(Saved data entries)
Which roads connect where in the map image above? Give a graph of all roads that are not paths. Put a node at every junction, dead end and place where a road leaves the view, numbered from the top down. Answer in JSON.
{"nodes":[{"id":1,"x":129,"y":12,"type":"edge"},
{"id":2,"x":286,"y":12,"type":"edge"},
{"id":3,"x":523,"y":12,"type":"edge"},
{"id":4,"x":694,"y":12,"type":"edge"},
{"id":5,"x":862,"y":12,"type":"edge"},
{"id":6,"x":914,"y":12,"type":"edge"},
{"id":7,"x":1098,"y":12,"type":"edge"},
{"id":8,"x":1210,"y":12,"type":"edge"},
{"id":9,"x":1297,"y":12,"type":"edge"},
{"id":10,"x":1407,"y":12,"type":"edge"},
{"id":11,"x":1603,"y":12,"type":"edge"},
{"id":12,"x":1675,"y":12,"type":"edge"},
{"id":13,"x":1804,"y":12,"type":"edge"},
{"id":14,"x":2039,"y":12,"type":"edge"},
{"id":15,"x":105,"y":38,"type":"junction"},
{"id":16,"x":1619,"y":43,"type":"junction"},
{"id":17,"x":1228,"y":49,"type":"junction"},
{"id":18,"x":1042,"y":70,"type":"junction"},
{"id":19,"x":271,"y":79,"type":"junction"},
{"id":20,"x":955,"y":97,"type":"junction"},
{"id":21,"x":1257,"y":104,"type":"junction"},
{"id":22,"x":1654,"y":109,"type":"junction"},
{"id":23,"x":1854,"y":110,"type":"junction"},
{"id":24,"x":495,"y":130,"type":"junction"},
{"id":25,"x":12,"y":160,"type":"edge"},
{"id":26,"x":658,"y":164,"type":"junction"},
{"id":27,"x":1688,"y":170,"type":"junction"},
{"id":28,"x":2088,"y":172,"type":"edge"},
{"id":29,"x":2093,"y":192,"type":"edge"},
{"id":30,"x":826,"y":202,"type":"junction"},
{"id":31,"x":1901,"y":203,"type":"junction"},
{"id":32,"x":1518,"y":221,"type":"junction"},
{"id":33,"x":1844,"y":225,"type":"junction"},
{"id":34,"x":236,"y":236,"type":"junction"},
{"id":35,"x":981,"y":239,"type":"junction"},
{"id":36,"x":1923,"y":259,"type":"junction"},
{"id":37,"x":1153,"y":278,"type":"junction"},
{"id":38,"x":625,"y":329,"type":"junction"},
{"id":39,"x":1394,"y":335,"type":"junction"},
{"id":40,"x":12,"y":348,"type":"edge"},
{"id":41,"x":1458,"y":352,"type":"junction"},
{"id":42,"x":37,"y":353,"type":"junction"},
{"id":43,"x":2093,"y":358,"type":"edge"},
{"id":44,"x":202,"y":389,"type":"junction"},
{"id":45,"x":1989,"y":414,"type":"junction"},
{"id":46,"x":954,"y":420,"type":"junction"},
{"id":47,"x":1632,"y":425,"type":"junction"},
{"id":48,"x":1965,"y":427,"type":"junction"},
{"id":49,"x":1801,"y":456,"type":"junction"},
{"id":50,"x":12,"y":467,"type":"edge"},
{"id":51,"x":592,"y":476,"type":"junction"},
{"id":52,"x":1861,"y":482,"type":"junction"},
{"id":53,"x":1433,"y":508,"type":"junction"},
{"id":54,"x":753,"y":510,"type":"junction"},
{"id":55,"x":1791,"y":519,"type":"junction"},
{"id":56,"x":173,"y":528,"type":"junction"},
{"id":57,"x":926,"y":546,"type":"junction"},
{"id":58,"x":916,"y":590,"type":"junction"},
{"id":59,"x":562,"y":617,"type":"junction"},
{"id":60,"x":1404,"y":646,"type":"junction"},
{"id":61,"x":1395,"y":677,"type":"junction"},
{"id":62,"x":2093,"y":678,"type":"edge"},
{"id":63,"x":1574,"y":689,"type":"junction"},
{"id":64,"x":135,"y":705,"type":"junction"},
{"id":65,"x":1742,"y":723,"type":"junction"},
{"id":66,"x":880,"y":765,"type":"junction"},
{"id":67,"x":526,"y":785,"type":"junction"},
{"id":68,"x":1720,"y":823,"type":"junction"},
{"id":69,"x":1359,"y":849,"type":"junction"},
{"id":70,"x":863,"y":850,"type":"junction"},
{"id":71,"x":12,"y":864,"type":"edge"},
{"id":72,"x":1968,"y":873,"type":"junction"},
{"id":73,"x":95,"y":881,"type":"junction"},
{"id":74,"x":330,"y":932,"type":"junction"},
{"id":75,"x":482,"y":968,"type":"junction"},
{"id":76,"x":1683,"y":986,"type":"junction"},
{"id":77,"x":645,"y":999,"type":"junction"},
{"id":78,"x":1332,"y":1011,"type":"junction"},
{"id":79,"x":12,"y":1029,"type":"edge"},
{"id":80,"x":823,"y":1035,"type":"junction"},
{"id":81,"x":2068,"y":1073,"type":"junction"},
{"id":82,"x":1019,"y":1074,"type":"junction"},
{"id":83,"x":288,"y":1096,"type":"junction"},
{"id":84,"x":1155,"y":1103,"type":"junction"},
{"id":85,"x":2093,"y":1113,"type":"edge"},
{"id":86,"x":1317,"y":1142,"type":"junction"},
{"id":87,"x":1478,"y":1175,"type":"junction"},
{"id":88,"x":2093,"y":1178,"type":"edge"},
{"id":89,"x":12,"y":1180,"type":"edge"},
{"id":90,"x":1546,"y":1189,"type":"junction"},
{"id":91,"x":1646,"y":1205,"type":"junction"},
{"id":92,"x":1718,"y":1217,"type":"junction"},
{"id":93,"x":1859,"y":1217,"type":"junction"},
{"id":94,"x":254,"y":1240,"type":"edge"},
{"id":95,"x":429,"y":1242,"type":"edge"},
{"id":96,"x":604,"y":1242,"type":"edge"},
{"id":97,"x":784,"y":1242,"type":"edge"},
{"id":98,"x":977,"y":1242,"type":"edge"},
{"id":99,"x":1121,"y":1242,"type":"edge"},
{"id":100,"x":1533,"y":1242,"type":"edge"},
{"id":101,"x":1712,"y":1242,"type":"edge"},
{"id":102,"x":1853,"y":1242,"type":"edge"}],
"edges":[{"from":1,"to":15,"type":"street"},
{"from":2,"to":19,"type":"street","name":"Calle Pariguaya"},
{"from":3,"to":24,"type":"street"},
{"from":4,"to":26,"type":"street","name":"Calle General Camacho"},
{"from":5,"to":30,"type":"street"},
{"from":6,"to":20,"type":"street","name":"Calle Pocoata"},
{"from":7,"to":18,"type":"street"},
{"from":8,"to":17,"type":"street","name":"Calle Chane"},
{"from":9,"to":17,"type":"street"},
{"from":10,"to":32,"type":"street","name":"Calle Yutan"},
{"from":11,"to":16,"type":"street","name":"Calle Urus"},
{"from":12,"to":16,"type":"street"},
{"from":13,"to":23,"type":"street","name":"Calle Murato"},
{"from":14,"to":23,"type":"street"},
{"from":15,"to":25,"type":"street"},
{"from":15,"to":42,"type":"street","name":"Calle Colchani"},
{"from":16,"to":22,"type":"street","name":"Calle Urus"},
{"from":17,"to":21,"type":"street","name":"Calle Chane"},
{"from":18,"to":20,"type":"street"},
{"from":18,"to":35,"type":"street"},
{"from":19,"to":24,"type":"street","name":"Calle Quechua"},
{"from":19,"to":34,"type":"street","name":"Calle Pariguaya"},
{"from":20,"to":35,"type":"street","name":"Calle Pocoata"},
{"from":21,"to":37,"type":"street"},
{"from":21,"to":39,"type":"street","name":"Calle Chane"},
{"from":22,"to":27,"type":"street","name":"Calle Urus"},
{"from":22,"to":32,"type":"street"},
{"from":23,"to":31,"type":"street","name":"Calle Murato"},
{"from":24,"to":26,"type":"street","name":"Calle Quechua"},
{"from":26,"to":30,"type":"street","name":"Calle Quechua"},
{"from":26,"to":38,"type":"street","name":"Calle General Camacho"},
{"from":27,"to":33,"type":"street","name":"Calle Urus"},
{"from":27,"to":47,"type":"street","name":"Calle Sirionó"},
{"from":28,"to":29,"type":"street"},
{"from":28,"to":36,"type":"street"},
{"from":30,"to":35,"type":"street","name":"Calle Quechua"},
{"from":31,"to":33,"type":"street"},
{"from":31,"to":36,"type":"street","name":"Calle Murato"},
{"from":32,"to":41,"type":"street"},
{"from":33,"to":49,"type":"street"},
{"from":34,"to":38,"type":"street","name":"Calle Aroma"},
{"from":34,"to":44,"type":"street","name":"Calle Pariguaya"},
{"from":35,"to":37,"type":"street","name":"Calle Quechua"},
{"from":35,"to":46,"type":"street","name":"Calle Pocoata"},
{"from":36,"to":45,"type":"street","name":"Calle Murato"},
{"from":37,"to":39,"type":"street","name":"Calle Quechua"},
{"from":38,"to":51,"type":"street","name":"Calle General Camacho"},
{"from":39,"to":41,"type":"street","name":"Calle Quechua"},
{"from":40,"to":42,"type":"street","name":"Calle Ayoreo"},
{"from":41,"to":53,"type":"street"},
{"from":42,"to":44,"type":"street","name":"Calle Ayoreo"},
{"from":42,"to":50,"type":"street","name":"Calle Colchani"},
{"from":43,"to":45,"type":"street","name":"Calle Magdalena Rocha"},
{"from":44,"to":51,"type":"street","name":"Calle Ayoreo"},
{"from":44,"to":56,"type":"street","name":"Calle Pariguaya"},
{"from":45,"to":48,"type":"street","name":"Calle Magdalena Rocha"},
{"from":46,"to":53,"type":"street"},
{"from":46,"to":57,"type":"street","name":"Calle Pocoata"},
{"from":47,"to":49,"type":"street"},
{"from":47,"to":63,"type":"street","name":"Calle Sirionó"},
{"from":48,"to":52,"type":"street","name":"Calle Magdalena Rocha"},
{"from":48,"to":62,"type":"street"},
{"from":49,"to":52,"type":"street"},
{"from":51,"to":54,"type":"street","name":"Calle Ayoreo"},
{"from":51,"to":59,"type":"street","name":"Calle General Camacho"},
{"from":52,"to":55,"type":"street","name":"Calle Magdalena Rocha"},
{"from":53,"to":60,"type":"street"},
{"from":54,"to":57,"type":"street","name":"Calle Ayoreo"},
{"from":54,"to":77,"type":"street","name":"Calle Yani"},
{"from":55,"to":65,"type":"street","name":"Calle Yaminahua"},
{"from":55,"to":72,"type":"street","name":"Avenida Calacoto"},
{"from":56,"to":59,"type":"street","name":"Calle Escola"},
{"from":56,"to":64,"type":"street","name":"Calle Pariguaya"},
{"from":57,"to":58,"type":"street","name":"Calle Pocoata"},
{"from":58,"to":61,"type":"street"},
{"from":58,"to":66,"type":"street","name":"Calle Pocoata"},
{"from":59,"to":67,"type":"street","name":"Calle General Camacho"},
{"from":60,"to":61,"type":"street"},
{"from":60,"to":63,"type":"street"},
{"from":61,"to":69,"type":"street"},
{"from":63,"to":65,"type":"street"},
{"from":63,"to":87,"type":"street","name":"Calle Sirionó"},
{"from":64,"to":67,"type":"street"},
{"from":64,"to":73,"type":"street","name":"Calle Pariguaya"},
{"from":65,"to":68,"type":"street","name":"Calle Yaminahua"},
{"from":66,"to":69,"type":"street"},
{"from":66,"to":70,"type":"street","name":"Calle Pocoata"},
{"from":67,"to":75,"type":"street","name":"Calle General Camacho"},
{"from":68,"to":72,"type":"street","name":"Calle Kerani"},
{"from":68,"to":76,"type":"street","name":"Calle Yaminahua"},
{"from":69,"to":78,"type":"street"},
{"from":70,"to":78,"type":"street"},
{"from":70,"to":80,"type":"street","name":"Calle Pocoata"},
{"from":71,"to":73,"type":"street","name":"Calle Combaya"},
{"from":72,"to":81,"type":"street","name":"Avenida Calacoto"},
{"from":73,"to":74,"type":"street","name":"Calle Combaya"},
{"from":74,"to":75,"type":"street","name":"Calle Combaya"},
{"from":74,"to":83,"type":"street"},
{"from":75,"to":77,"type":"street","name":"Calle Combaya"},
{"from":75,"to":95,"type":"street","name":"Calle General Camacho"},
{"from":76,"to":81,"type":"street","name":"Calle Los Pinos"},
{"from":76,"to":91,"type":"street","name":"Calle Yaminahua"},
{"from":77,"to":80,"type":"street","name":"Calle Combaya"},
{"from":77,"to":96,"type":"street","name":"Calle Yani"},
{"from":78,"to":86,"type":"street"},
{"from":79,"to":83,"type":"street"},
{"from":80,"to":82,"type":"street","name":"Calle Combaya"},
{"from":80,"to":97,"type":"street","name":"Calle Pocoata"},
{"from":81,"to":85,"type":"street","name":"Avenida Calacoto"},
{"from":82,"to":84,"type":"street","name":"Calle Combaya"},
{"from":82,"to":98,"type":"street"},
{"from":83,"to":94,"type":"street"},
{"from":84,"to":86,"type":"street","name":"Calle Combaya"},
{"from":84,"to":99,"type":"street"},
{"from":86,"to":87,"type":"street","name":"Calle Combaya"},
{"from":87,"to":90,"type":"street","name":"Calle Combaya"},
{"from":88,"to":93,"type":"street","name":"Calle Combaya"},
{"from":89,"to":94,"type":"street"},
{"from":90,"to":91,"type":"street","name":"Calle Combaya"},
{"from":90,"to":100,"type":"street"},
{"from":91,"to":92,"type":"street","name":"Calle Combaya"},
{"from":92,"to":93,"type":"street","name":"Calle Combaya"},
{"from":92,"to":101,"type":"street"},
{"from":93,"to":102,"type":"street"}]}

# [PROBLEM]
Using the records above, copy each line that contains "Avenida".

# [EXERCISE SOLUTION]
{"from":55,"to":72,"type":"street","name":"Avenida Calacoto"},
{"from":72,"to":81,"type":"street","name":"Avenida Calacoto"},
{"from":81,"to":85,"type":"street","name":"Avenida Calacoto"},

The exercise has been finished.